Council members sponsoring the bill, among them Brad Lander and Jumaane Williams of Brooklyn’s Flatbush neighborhood, insist that the bill will help prevent profiling of groups such as the homeless and members of the lesbian, gay, bisexual and transgender community. The proposed bill reads in part:
1. “[Racial or ethnic] Bias-based profiling” means an act of a member of the force of the police department or other law enforcement officer that relies on actual or perceived race, [ethnicity, religion or] national origin color, creed, age, alienage or citizenship status, gender, sexual orientation, disability, or housing status as the determinative factor in initiating law enforcement action against an individual, rather than an individual’s behavior or other information or circumstances that links a person or persons [of a particular race, ethnicity, religion national origin] to suspected unlawful activity.
2. b. Prohibition. Every member of the police department or other law enforcement officer shall be prohibited from [racial or ethnic] engaging in bias-based profiling or unlawful discriminatory practices as defined in paragraph 3 of subdivision c of this section.
The law also formalizes a pathway of opportunity for victims of profiling to sue, something that has rankled critics of the measure.
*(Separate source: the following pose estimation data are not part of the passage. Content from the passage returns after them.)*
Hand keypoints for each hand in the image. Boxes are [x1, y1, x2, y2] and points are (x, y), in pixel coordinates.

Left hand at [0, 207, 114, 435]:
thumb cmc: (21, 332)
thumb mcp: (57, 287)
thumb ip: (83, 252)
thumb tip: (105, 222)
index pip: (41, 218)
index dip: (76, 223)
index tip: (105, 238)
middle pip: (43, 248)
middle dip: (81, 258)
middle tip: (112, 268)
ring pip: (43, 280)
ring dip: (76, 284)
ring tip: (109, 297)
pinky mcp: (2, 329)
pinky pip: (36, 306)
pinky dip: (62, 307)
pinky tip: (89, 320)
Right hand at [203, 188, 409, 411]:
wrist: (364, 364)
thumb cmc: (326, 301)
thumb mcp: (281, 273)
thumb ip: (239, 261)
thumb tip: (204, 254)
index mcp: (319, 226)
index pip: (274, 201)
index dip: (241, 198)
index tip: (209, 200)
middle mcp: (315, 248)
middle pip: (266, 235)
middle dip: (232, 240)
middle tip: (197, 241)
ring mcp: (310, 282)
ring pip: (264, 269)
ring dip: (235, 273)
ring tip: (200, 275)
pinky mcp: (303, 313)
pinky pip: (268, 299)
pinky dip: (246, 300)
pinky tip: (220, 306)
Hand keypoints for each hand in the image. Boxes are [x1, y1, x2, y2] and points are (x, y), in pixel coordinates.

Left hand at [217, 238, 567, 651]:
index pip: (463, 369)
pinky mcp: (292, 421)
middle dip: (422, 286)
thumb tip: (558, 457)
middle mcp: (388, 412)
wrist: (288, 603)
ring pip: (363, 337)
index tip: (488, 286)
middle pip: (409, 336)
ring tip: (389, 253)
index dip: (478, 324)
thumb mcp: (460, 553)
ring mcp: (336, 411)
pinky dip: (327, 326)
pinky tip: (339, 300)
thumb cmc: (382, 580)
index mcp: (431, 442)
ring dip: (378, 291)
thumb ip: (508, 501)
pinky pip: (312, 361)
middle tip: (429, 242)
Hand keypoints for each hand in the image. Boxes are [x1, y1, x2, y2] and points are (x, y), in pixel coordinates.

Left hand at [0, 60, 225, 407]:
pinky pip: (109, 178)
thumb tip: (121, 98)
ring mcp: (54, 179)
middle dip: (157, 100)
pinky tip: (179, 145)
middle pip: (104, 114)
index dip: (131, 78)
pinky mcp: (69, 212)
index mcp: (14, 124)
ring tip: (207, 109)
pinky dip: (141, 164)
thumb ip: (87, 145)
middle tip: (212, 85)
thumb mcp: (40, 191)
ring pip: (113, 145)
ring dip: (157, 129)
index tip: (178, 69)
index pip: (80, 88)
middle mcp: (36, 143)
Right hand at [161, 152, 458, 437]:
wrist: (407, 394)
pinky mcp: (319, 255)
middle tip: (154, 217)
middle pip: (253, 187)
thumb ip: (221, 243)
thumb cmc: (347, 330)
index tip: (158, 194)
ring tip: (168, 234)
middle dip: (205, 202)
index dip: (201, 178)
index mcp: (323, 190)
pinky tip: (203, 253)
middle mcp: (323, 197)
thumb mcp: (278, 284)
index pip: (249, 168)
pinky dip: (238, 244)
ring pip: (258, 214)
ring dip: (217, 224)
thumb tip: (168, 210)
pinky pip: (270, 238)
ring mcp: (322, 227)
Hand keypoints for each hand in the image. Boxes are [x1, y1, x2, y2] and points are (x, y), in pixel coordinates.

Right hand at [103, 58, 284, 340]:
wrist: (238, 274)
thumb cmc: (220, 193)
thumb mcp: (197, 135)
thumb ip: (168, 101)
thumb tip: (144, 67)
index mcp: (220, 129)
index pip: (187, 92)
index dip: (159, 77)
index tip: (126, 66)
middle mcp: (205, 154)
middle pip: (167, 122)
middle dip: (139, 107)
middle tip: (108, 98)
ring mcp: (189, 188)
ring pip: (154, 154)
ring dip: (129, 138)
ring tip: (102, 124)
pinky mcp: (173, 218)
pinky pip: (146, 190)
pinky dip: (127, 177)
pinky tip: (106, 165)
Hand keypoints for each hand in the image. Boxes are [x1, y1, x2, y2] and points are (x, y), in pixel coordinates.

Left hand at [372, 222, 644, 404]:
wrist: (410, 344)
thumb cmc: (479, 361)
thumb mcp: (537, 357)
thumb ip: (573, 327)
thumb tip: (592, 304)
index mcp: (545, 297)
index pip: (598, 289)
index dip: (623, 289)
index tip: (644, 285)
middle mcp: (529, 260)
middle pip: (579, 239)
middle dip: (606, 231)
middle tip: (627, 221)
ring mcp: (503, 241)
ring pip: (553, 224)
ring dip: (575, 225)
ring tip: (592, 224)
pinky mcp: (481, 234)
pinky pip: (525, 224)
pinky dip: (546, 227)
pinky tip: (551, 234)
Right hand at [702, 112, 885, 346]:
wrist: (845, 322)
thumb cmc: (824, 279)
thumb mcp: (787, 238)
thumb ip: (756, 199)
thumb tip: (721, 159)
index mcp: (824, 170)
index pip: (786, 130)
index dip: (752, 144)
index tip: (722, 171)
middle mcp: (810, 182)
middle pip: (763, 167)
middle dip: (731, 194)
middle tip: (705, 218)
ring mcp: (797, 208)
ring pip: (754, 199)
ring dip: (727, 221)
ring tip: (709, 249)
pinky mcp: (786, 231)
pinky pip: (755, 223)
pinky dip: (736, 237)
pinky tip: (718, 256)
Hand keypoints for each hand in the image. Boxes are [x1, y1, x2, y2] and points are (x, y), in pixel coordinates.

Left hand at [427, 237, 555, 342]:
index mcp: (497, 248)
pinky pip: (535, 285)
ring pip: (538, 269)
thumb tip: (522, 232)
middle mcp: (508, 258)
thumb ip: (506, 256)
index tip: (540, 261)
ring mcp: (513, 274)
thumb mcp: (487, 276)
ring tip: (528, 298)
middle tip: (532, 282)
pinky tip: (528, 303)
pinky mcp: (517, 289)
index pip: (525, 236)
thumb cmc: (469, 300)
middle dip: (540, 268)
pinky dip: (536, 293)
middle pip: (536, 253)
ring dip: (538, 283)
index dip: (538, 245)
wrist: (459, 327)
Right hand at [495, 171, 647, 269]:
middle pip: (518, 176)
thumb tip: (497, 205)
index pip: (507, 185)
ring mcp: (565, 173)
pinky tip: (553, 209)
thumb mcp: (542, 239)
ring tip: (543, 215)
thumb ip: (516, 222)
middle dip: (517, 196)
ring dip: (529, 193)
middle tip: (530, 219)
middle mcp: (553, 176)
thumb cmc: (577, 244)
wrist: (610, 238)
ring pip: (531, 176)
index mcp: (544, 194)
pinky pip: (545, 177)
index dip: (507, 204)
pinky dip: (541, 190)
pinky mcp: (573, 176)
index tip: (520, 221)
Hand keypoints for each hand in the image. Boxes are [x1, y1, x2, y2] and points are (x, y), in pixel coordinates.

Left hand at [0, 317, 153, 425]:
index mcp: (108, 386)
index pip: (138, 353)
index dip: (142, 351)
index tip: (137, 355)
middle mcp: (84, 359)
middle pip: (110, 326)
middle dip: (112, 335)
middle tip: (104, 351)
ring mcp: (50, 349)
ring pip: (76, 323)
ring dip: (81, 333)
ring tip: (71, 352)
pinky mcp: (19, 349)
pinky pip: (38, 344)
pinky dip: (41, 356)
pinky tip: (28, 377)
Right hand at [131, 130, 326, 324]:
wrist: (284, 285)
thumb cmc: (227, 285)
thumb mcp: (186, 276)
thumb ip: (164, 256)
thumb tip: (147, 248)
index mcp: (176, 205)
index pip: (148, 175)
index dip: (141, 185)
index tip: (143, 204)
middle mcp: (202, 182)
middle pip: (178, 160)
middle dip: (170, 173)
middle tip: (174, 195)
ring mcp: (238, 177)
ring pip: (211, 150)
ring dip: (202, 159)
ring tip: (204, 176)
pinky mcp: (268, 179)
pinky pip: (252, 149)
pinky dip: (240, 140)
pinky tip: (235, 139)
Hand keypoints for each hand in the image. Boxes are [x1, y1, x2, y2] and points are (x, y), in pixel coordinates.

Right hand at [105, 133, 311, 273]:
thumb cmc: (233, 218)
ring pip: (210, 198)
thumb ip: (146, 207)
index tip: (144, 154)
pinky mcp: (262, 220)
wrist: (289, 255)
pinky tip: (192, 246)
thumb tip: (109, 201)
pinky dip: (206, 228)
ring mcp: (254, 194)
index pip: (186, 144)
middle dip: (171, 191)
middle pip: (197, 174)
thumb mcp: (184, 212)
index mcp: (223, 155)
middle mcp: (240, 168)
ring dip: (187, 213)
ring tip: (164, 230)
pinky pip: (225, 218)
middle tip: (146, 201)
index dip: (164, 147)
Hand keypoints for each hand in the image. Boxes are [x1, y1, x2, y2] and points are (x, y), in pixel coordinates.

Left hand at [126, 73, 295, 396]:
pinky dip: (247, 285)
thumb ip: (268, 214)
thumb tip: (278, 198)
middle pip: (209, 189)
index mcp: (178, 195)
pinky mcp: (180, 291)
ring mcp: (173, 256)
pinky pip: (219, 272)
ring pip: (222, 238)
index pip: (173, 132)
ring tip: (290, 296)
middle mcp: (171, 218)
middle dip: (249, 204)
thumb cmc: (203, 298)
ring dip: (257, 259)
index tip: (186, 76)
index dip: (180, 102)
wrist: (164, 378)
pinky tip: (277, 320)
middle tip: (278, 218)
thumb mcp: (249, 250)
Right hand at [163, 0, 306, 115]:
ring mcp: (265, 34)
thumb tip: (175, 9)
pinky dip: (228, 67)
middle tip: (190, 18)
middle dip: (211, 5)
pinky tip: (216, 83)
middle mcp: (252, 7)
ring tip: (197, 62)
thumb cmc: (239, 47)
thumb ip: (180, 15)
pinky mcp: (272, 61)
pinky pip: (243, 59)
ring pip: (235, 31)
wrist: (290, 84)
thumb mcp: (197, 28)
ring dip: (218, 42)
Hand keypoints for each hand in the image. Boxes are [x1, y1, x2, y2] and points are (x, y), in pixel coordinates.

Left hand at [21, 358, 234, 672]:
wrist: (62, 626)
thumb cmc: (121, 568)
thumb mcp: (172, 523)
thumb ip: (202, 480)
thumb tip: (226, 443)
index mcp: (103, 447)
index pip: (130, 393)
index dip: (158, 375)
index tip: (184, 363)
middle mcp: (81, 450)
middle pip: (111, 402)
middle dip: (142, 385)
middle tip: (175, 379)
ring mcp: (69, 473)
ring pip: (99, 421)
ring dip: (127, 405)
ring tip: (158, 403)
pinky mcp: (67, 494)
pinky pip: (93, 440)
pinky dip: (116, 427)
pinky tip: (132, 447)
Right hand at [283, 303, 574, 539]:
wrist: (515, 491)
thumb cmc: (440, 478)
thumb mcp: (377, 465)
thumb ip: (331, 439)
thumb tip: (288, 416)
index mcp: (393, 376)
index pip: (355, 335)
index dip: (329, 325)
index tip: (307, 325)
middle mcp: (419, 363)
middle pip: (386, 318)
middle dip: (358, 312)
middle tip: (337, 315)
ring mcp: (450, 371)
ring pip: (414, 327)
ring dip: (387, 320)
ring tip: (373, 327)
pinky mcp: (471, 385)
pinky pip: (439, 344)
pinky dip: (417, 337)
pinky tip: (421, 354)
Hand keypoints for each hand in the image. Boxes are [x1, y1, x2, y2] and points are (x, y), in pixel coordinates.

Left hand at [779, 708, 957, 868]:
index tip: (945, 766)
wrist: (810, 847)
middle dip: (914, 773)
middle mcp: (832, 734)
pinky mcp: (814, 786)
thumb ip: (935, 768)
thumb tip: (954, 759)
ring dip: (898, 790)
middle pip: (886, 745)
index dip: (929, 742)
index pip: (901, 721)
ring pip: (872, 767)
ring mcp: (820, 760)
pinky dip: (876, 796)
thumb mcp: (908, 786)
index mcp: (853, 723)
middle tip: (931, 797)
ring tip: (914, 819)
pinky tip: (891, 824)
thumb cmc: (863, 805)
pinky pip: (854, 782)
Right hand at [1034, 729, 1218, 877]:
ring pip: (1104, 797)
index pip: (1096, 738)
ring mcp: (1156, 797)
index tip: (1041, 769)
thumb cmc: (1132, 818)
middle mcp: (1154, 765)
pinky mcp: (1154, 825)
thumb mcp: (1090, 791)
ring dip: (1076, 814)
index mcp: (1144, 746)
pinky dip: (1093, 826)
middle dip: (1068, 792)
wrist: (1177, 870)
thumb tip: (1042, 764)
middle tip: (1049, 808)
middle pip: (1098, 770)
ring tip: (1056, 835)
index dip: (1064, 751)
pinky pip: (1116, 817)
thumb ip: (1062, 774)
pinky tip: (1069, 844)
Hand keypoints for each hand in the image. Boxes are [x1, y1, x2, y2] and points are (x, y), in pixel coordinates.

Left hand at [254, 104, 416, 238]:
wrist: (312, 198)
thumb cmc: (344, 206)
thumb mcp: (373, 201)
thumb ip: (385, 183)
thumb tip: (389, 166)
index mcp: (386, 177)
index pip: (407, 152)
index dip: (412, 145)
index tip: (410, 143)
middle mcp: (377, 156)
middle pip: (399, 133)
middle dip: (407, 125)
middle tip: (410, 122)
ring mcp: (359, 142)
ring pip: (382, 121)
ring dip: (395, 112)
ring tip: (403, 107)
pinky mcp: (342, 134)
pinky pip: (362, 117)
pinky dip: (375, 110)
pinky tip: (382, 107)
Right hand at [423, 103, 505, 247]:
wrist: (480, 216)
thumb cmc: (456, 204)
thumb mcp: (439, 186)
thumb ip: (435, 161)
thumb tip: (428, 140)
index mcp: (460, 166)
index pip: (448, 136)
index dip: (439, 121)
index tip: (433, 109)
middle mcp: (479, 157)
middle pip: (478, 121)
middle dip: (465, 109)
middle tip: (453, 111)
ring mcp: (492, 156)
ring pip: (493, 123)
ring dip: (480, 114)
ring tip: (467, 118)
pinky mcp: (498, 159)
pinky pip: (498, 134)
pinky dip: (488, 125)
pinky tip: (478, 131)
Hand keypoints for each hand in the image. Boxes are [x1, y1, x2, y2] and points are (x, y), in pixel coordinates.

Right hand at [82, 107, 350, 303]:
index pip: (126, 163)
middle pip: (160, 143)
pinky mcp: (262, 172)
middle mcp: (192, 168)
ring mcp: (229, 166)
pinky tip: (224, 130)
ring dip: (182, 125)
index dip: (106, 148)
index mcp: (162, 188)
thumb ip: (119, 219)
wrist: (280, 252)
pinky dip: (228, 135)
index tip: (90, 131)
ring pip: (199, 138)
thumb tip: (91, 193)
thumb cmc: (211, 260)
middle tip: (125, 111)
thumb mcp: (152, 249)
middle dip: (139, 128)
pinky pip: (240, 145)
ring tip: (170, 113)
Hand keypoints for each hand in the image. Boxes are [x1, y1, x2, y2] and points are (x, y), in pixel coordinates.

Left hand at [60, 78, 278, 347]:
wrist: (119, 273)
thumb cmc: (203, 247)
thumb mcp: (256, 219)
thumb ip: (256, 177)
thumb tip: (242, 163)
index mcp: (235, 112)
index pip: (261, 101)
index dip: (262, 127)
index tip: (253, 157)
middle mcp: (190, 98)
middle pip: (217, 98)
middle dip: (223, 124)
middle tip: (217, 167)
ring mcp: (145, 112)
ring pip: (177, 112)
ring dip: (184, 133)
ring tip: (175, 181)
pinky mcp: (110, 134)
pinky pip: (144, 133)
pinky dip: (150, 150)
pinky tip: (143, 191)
Opponents of the bill within the NYPD claim that the measure will open up the NYPD to lawsuits for simply describing the race or other physical attributes of a criminal suspect, something that supporters of the bill deny. Some have gone so far as to say the bill will prevent officers from describing more than a suspect’s wardrobe if they want to avoid lawsuits.
The dramatic new ad depicts a police officer standing blindfolded, alleging that this is what the life and job of a police officer will be like if the new measure becomes law.
According to the New York Post, Pat Lynch, president of the Patrolmen’s Benevolent Association, which represents police officers, called the proposal “unnecessary” and disputed the notion that the biased policing was a serious problem, saying, “Racial profiling is already illegal — and should be.”
But this raises the obvious question. If all officers feel that way, then why do they fear a measure that will simply enshrine this into law?